Christmas cacti require around 16 hours of darkness at night to allow buds to form, meaning they should only have up to 8 hours of sunlight daily. They like bright, indirect light with southern or eastern exposure and produce blooms in response to the short days of winter.

In preparation for the holiday blooms, you can also place the Christmas cactus in a completely dark location for around six weeks. This time in the dark encourages bud development. You’ll need to give the plant dark periods throughout the season to help it continue producing flowers. As a general rule of thumb, provide the plant with at least eight days of this short-day cycle.

A Change in Temperature

Hygrometer and thermometer device to measure humidity and temperature for houseplants
Image credits: Firn via Shutterstock

Like all houseplants, keep Christmas cacti away from chilly windows and heat vents in your home. But when trying to form buds, you can expose the plant to temperatures around 55 degrees Fahrenheit at night.
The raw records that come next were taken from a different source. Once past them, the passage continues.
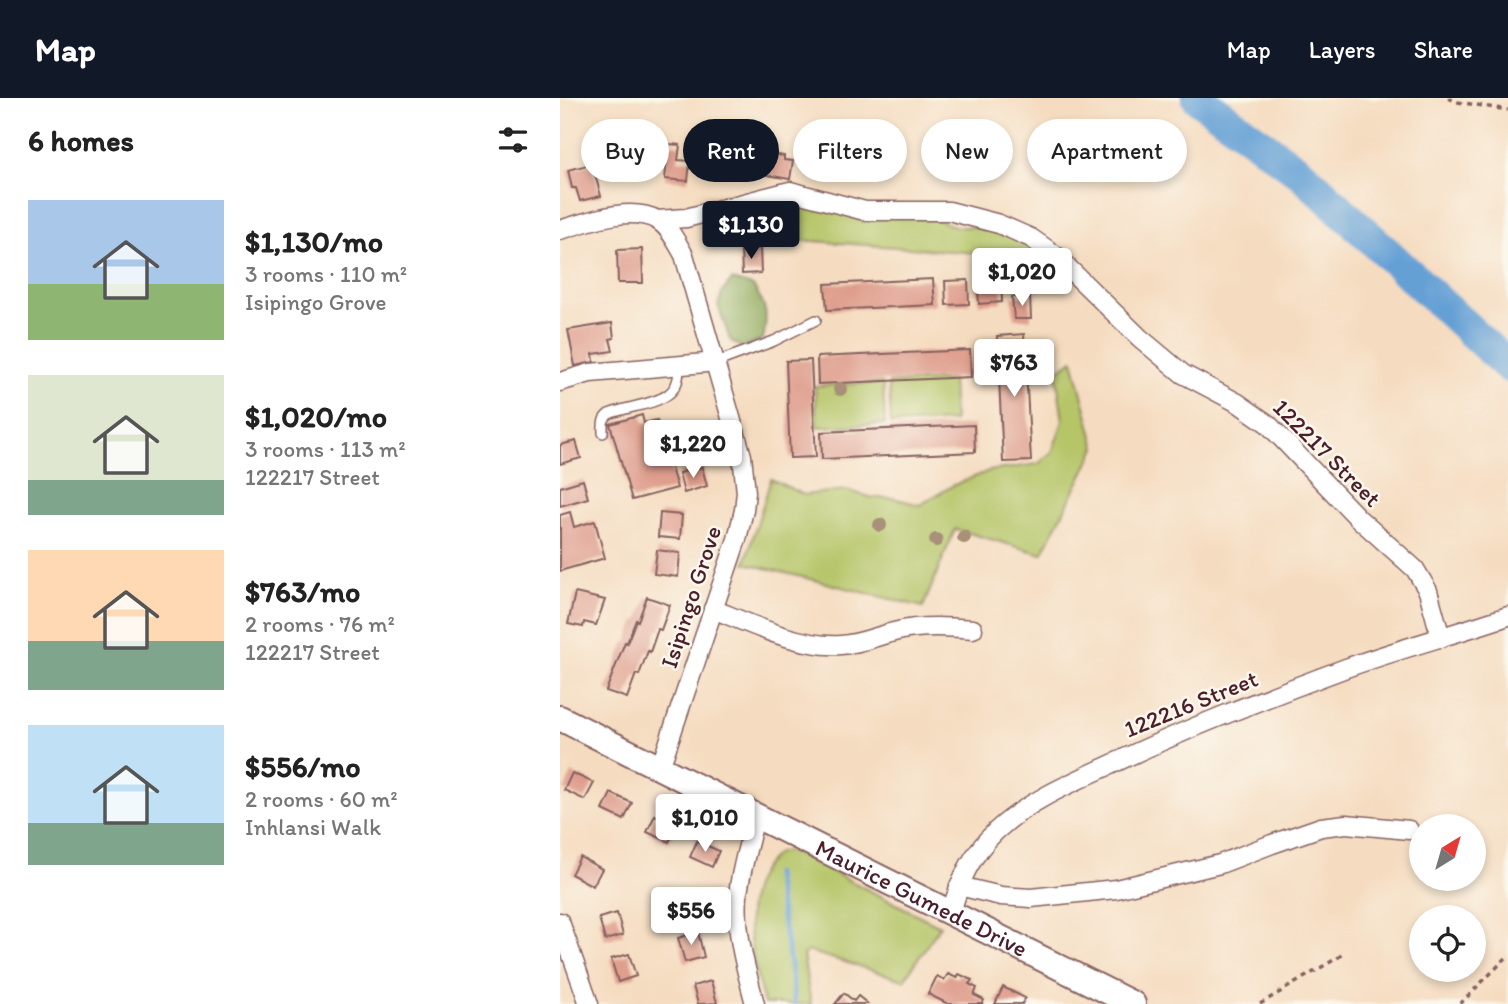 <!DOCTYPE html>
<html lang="en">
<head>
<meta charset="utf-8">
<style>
  :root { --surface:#fff; --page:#f2f2f2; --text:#222; --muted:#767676; --accent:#111827 }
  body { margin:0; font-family:Itim,sans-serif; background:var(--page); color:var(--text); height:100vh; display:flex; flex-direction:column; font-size:26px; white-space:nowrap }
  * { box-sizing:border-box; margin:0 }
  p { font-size:23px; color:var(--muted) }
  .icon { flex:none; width:38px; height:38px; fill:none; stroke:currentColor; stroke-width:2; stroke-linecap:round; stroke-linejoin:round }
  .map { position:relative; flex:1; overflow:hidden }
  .side { display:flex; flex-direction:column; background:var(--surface); width:560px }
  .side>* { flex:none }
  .guide { position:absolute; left:21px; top:21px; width:665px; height:63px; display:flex; gap:14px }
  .needle { width:46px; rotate:37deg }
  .tools { position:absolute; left:849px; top:716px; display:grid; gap:14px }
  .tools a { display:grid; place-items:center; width:77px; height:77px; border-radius:50%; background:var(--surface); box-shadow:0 4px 10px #0003; font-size:35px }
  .price { position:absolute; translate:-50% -60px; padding:0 16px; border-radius:7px; background:#fff; color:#222; font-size:23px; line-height:46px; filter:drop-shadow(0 2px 4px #0008) }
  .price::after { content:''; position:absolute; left:50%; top:42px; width:21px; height:16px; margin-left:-10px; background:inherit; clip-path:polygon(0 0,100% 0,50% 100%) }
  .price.active { background:var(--accent); color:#fff }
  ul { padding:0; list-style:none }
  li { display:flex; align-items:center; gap:21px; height:175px; padding:0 28px }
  li span { display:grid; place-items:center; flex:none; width:196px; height:140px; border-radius:0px; color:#555 }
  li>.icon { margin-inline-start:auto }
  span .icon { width:84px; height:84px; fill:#fffc; stroke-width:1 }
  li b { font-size:30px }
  h2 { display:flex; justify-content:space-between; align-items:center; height:84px; padding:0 28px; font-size:30px }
  .tag { padding:0 24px; border-radius:32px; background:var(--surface); box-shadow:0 4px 10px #0003; font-size:24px; line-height:63px }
  .tag.active { background:var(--accent); color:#fff }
  header { display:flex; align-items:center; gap:42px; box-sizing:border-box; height:98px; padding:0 35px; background:var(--accent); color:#fff }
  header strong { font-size:33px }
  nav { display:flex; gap:38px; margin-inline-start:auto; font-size:24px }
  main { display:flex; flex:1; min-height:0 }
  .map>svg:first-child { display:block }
  .green { fill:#b5c567; stroke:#807249; stroke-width:2 }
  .forest { fill:#90aa5c; stroke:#6d6444; stroke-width:2 }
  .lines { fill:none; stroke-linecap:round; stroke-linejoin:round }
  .stream { stroke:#65a0d5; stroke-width:5 }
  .river { stroke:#65a0d5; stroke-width:33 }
  .building { fill:#df9e8d }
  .lane-casing { stroke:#86615f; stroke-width:12 }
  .street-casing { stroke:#86615f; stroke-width:21 }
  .secondary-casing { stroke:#86615f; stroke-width:28 }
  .path { stroke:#86615f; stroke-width:3.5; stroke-dasharray:5 5; stroke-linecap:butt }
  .lane { stroke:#fff; stroke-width:9 }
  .street { stroke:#fff; stroke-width:18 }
  .secondary { stroke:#fff; stroke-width:24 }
  .tree { fill:#a99078 }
  .labels { text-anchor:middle; stroke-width:5; stroke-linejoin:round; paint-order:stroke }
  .street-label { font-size:24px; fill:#4a1f2b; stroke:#fbf7ec }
</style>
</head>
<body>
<header>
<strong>Map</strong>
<nav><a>Map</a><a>Layers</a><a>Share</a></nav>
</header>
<main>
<section class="side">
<h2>6 homes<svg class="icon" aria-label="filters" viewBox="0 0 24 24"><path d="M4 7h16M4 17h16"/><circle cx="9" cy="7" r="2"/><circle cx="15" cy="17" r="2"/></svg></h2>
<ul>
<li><span style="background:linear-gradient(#a9c7e8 60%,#8fb573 0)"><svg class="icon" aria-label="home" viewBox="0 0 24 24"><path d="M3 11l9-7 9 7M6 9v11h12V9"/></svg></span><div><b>$1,130/mo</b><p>3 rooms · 110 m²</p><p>Isipingo Grove</p></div></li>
<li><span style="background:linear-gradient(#dfe7d0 75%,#7fa58c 0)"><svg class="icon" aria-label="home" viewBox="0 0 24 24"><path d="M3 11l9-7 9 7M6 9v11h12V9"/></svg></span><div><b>$1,020/mo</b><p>3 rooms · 113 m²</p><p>122217 Street</p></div></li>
<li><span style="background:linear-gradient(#ffd9b3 65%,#7fa58c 0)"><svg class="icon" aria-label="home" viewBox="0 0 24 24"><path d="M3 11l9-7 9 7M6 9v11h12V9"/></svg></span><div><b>$763/mo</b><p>2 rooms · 76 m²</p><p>122217 Street</p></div></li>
<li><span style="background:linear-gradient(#bfe0f5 70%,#7fa58c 0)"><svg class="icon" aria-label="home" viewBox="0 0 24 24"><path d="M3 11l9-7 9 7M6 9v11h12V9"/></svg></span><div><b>$556/mo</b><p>2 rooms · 60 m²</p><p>Inhlansi Walk</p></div></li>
</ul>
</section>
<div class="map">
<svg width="948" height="906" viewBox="0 0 948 906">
  <rect width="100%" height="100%" fill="#fbf7ec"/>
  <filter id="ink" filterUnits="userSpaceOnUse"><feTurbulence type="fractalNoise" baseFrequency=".0143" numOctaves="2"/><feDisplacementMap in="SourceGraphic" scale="14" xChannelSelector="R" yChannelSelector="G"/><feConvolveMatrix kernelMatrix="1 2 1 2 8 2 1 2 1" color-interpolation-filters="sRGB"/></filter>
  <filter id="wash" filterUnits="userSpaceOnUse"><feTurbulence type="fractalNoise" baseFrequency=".00686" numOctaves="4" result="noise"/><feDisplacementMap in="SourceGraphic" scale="28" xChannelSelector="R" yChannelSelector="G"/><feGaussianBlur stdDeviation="1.57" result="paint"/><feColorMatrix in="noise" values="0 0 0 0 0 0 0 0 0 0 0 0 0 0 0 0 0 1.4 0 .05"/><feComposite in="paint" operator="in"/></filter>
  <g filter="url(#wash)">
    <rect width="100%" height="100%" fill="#f5dcc0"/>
    <!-- green -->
    <g class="green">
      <polygon points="219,99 275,114 307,118 364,117 397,129 423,129 460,140 487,160 169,137 175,128"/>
      <polygon points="513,262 536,350 482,456 395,431 363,509 185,465 211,381 244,397 286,392 313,400 333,400 360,407 394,387 429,373 478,366 492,354 503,323 496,274"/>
      <polygon points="392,282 394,323 331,326 329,285"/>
      <polygon points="323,285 325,326 257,329 255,288"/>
      <path d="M 231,753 L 380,828 L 344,882 L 248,853 L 243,857 L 251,906 L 204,906 C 192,857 171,791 219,754 Z"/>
    </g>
    <!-- forest -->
    <path class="forest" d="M 172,182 L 193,188 C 207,209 208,216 203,241 L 182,250 L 170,242 L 158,207 L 163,193 Z"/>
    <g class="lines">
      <!-- stream -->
      <path class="stream" d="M 215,776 C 221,820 232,862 234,906"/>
      <!-- river -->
      <polyline class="river" points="638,0 742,76 948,268"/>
    </g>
    <g id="blocks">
      <!-- building -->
      <g class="building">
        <polygon points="84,39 86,58 64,59 63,40"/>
        <polygon points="109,46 120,47 118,62 130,63 128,83 105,81"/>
        <polygon points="200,49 213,51 212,56 224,58 224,62 233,63 230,81 201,76 201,71 196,71"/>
        <polygon points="32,66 41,98 20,103 16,90 12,90 8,72"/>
        <polygon points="200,150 201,175 182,176 181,151"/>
        <polygon points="82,151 83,185 58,185 57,152"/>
        <polygon points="441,178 442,204 419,206 417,179"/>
        <polygon points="373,181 375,207 267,212 265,186"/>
        <polygon points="408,182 409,206 386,207 385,183"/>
        <polygon points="470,198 471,221 454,221 452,199"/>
        <polygon points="52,225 54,240 50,241 53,253 33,256 34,264 15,268 8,232"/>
        <polygon points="464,236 471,363 443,364 437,238"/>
        <polygon points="410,252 411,279 258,286 257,259"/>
        <polygon points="251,262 256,359 230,360 226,263"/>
        <polygon points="82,317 84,325 97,322 117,390 72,402 50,326"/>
        <polygon points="414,327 415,354 262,361 261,334"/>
        <polygon points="124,329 130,351 115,355 109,333"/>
        <polygon points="16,343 21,360 0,366 0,347"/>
        <polygon points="142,369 147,388 124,395 119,375"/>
        <polygon points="23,382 28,400 0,408 0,389"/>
        <polygon points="10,414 14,429 35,423 45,460 0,473 0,417"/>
        <polygon points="100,415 122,417 120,441 98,439"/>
        <polygon points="97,452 120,455 118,479 94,476"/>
        <polygon points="15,495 45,502 36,527 24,524 23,529 8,526"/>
        <polygon points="87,499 110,507 101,532 98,531 90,554 88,553 79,577 76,576 67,600 46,593 65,544 67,545 76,522 78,523"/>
        <polygon points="12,675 34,685 25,702 4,692"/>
        <polygon points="51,695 72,705 64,722 43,712"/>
        <polygon points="95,717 117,727 109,744 87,734"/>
        <polygon points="137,743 159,753 152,769 130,759"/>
        <polygon points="20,759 42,771 33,788 11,776"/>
        <polygon points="134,794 136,818 117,819 115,795"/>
        <polygon points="57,815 63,837 45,842 39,820"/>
        <polygon points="138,834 144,859 125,864 118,840"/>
        <polygon points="69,856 76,878 58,884 51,861"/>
        <polygon points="388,876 397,880 399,876 412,882 409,886 417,890 414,897 424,902 422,906 388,906 368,896 377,878 384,882"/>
        <polygon points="151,883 157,905 138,906 133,888"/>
        <polygon points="443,889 465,900 462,906 435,906"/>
        <polygon points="284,895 294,903 298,898 308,906 275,906"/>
      </g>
    </g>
  </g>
  <g filter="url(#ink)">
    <use href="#blocks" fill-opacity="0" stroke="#86615f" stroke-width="2"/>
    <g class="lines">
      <defs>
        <g id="lane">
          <polyline points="157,264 214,243 256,222"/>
          <path d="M 43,335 C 43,326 42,321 49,316 C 78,304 125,308 118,266"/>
        </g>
        <g id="street">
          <polyline points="97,122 126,120 230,93 305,113 389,113 439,126 471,140 494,156 580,240 623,276 678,305 708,326 798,420 855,471 868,493 881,540"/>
          <path d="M 0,132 C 27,124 70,107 97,122 C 109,128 117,145 124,157 L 182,358 L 186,394 L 184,412 L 177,441 L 100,670"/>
          <polyline points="0,284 30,275 157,264"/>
          <path d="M 153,511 C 190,526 241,550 281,547 C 301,546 319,537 338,533 C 362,527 389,529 413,531"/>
          <polyline points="399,788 441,798 471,800 556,791 660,766 712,746 761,729 786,726 849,732"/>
          <path d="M 391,816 C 399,783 411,757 436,733 C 468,703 511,685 550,667 C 627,630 706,600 786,570 C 839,551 895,536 948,518"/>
          <polyline points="0,824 29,906"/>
          <path d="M 195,906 C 186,871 175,835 178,798 C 180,772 190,744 195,718"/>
        </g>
        <g id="secondary">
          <path id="s1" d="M 0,620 L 573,906"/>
        </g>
      </defs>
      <!-- lane casing -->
      <use href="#lane" class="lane-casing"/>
      <!-- street casing -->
      <use href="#street" class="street-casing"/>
      <!-- secondary casing -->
      <use href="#secondary" class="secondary-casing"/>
      <!-- path -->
      <g class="path">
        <polyline points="888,0 898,4 948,12"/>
        <polyline points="700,906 782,857"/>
        <polyline points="900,906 948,858"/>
      </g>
      <!-- lane -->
      <use href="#lane" class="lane"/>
      <!-- street -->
      <use href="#street" class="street"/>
      <!-- secondary -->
      <use href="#secondary" class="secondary"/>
    </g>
    <!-- trees -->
    <g class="tree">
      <circle cx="280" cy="291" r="7"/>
      <circle cx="320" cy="427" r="7"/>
      <circle cx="404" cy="439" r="7"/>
      <circle cx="376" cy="442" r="7"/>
    </g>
  </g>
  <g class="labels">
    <!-- street labels -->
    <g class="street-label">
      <text transform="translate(767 355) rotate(45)" y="8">122217 Street</text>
      <text transform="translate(131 499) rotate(-72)" y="8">Isipingo Grove</text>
      <text transform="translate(631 606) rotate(-22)" y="8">122216 Street</text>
      <text dy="8" stroke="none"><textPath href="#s1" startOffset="404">Maurice Gumede Drive</textPath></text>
    </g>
  </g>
</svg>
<div class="tools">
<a><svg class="needle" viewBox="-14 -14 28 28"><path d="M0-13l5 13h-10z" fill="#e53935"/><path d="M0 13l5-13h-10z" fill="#767676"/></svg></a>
<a><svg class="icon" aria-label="locate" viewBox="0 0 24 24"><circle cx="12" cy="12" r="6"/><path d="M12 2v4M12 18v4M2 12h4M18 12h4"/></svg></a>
</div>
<b class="price active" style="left:191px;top:163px">$1,130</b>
<b class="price" style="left:462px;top:210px">$1,020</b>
<b class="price" style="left:454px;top:301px">$763</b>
<b class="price" style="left:133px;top:382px">$1,220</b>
<b class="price" style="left:145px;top:756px">$1,010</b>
<b class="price" style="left:131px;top:849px">$556</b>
<div class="guide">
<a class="tag">Buy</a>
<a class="tag active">Rent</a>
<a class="tag">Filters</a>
<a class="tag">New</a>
<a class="tag">Apartment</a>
</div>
</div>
</main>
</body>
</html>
If the plant is in temperatures above 90 degrees Fahrenheit, it can drop buds and fail to bloom. It’s best to keep your cactus in temperatures of 65 to 70 degrees Fahrenheit.

Watering Routine

Watering beautiful blooming Schlumbergera plant (Christmas cactus) in pot on window sill
Image credits: New Africa via Shutterstock

Cutting back on watering in fall, around October and November, allows the plant to enter dormancy. While Christmas cacti are drought-tolerant and overwatering can result in death at any time of year, it also affects their ability to bloom in winter.

Allow the soil to dry out entirely between waterings during the fall. When the plant is blooming, allow the top inch of soil to dry out before watering, but don’t allow the soil to dry completely. During the rest of the year, water your cactus every two to three weeks when the top third of the soil is dry.

Fertilizing, Pruning, and Repotting

Displaying Christmas cactus with roots stock in a hand
Image credits: Bilalstock via Shutterstock

Repotting at least once every two years in a pot one size up with drainage ensures the plant doesn’t become root bound. A root-bound plant generally won’t produce blooms or develop any new growth. Replant with succulent soil and fertilize after repotting. Throughout the year, use a balanced liquid fertilizer on your plant monthly. When the Christmas cactus is blooming, switch to a bloom formula.

After you’ve grown your Christmas cactus for a few years, pruning can encourage new growth, a fuller plant, and more blooms for next year! Pinch back the tip of each stem segment after blooming and at the beginning of fall to create a rounded shape and help the plant develop new blooms.

Keep It Away From Pets

winter Cactus (Schlumbergera bridgesii) also know as Christmas or Thanksgiving Cactus near an arrangement of books on a warm background
Image credits: Laura Lee Cobb via Shutterstock

While Christmas cacti are pet-friendly houseplants, your pets might not be friendly back! If you notice a lack of blooms or dropping buds but none of the other issues mentioned above, the culprit could be an interested kitty. To solve this issue, place your plant out of reach, on a shelf, or in a hanging basket. You can also place cat grass nearby to distract your curious cat.

Get Blooming!

The festive blooms of Christmas cactus should begin to show with the right conditions. If you don’t notice them forming, something has gone awry; whether it is too much light, improper watering routines, or even pesky pets. Fortunately, you can remedy the issue and enjoy the blooms throughout the holiday season.